Comment 18 for bug 2075337

Revision history for this message
Dave Jones (waveform) wrote : Re: py3clean fails when using alternate character set

Having spent some time digging into this (at the request of the SRU team), I'll summarise my findings:

Firstly, the analysis is correct: py3clean is ultimately the issue; packages that both use py3clean and have diversions are affected (diversions are the only circumstances that produce localised output in dpkg-query -L).

Secondly, the proposed fix upstream is also fine, though personally I'd also like to see the stdout decode use errors='replace' (there's no good reason to fail here in the event of dodgy UTF-8 in a translation, for instance). I'll attach debdiffs for noble and oracular to illustrate my intent.

Thirdly, the proposed workaround for affected packages: using Breaks on python3-minimal with a version strictly less than the fixed version also appears to be sufficient (in all the cases I've tested this causes python3-minimal to be at least unpacked prior to the prerm script of the affected package being executed).

So, if the fix for python3-minimal can be uploaded, it simply remains to determine which packages are affected. This is where things get tricky.

Benjamin's efforts are much appreciated here, and will likely be decisive in light of the following: determining which packages use py3clean is relatively simple (pretty much anything that installs a python module). Determining which packages have diversions turns out to be extremely difficult.

It's not enough to detect if a package *itself* uses dpkg-divert. Take the cloud-init case where this was first detected: the postinst calls dpkg-divert but only to *remove* an old diversion. The diversion that actually affects this package comes from usr-merge (because cloud-init still has files under the unmerged paths for various reasons).
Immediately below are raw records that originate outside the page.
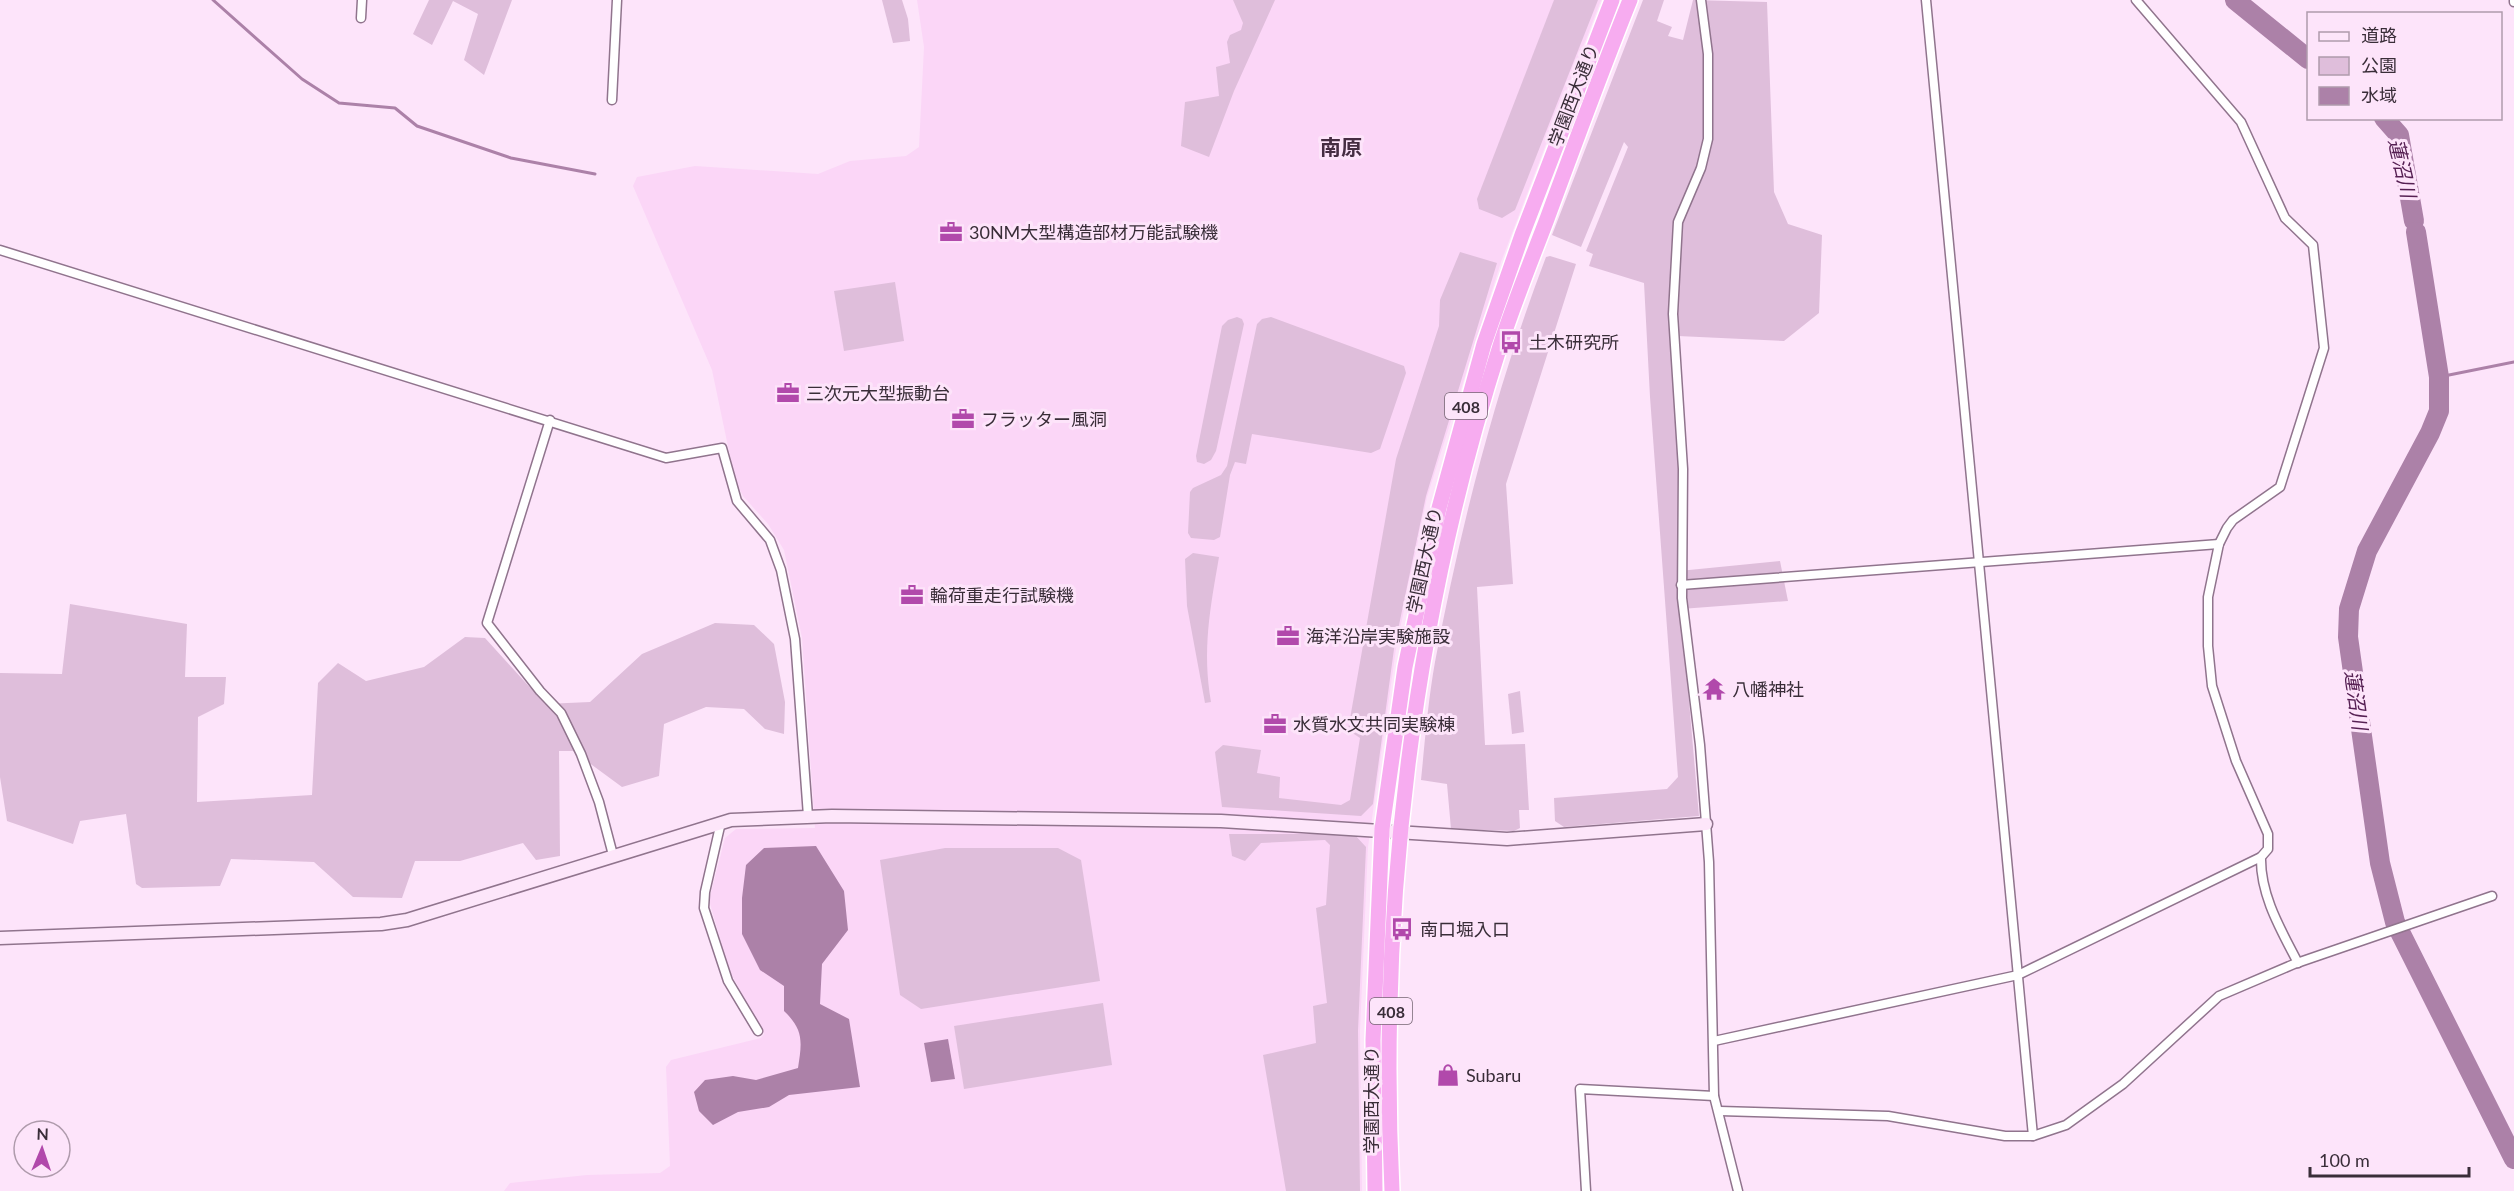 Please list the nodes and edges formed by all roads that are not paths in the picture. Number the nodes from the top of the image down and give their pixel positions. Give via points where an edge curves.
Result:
1 (362, 0) edge
2 (617, 0) edge
3 (1612, 0) edge
4 (1630, 0) edge
5 (1701, 0) edge
6 (1926, 0) edge
7 (2136, 0) edge
8 (361, 18) dead end
9 (612, 100) dead end
10 (0, 250) edge
11 (550, 420) junction
12 (2219, 544) junction
13 (1980, 563) junction
14 (1682, 585) junction
15 (808, 816) junction
16 (721, 821) junction
17 (1706, 824) junction
18 (1382, 829) junction
19 (1399, 831) junction
20 (613, 855) junction
21 (2261, 857) junction
22 (2492, 896) dead end
23 (0, 938) edge
24 (2298, 963) junction
25 (2018, 975) junction
26 (758, 1031) dead end
27 (1714, 1041) junction
28 (1714, 1096) junction
29 (1720, 1111) junction
30 (2033, 1136) junction
31 (1390, 1153) junction
32 (1374, 1154) junction
33 (1375, 1191) edge
34 (1392, 1191) edge
35 (1586, 1191) edge
36 (1738, 1191) edge

1 - 8 street
2 - 9 street
3 - 18 highway, 学園西大通り / 408 via 1515,257 1461,423 1405,667
4 - 19 highway, 学園西大通り / 408 via 1500,344 1476,426 1437,587
5 - 14 street via 1708,54 1708,139 1701,168 1678,222 1673,314 1683,469
6 - 13 street
7 - 12 street via 2241,122 2285,218 2313,245 2324,348 2303,416 2280,487 2234,520
10 - 11 street
11 - 15 street via 666,458 722,448 737,501 770,540 781,570 795,639
11 - 20 street via 488,623 561,713 599,802
12 - 13 street
12 - 21 street via 2208,597 2212,686 2236,761 2268,834 2268,849
13 - 14 street
13 - 25 street
14 - 17 street
15 - 16 street
15 - 18 street via 1221,821
16 - 20 street
16 - 26 street via 704,908 728,981
17 - 19 street via 1507,839
17 - 27 street
18 - 19 street
18 - 32 highway, 学園西大通り / 408 via 1373,1040
19 - 31 highway, 学園西大通り / 408 via 1390,1040
20 - 23 street via 431,915 381,924
21 - 24 street via 2261,876 2278,924
21 - 25 street
22 - 24 street
24 - 30 street via 2219,996 2123,1084 2066,1125
25 - 27 street
25 - 30 street
27 - 28 street
28 - 29 street
28 - 35 street via 1580,1089
29 - 30 street via 1888,1116 2005,1136
29 - 36 street via 1720,1125
31 - 32 street
31 - 34 highway, 学園西大通り / 408
32 - 33 highway, 学園西大通り / 408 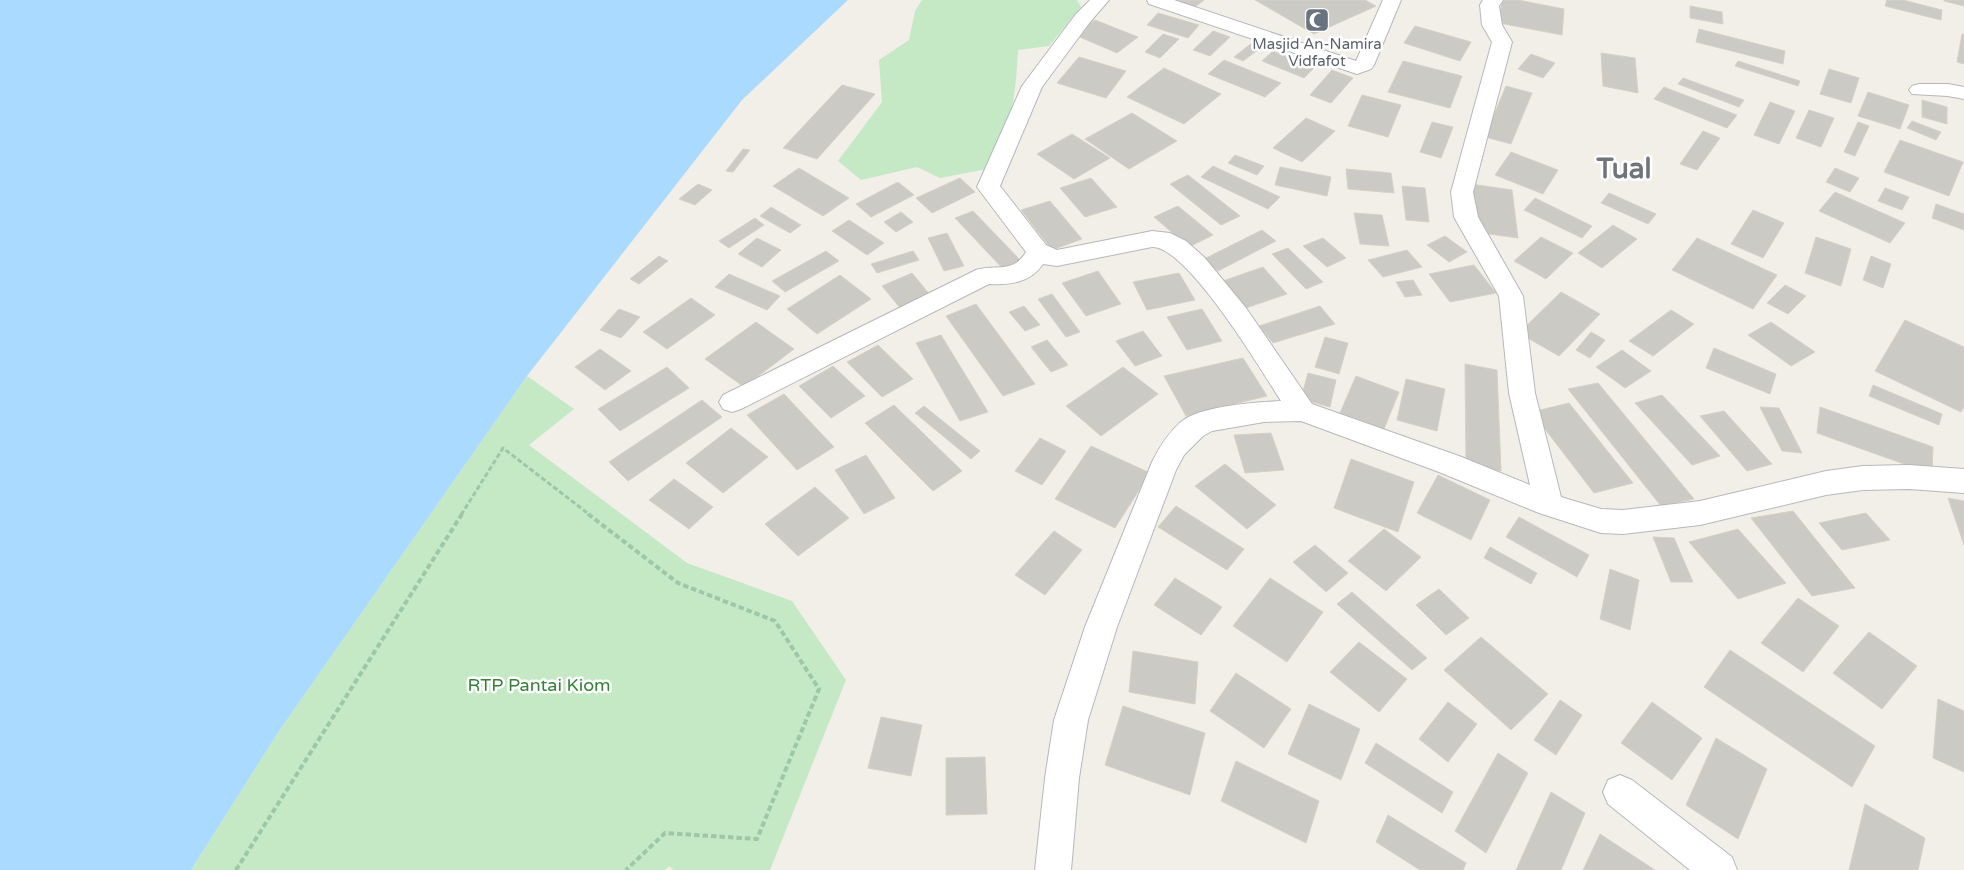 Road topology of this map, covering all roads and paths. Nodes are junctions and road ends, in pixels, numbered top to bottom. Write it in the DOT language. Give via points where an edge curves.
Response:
graph roads {
  1 [pos="1100,0"];
  2 [pos="1156,0"];
  3 [pos="1392,0"];
  4 [pos="1494,0"];
  5 [pos="1920,90"];
  6 [pos="1964,93"];
  7 [pos="1038,251"];
  8 [pos="732,402"];
  9 [pos="1302,411"];
  10 [pos="1964,481"];
  11 [pos="1549,505"];
  12 [pos="1620,792"];
  13 [pos="236,870"];
  14 [pos="626,870"];
  15 [pos="1052,870"];
  16 [pos="1718,870"];
  1 -- 7 [label="street" via="1032,86 988,187"];
  2 -- 3 [label="street" via="1357,68 1364,66"];
  4 -- 11 [label="street" via="1489,5 1492,25 1502,42 1462,192 1466,217 1511,296 1522,392"];
  5 -- 6 [label="street"];
  7 -- 8 [label="street" via="1031,265 1020,274 985,276"];
  7 -- 9 [label="street" via="1057,258 1146,240 1163,239 1175,244 1187,253 1233,307"];
  9 -- 11 [label="street" via="1449,464"];
  9 -- 15 [label="street" via="1264,412 1208,422 1193,428 1174,447 1101,627 1072,720"];
  10 -- 11 [label="street" via="1863,478 1826,483 1700,512 1623,522 1602,521"];
  12 -- 16 [label="street"];
  13 -- 14 [label="path" via="503,448 678,583 775,621 819,689 758,839 665,833"];
}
In essence, any package (foo) can cause a diversion in another package (bar) without the affected package (bar) showing any sign of this in either its source or its binary artefacts. Further, the diversion may or may not affect the package (bar) as the source of the diversion (foo) may be optional to install.

Hence, there are two approaches. The thorough, but likely impractical, approach would be to apply the "Breaks" fix to all packages using py3clean: i.e. all packages that install python modules. Then there's (Benjamin's) empirical approach: attempt to install everything from the former set and see what fails. As noted above, this cannot guarantee correctness as we cannot be certain that all packages that may divert files in our target package are installed, but in practice it's probably (hopefully!) "good enough" given the rarity of diversions and avoids updates to (presumably) several thousand packages.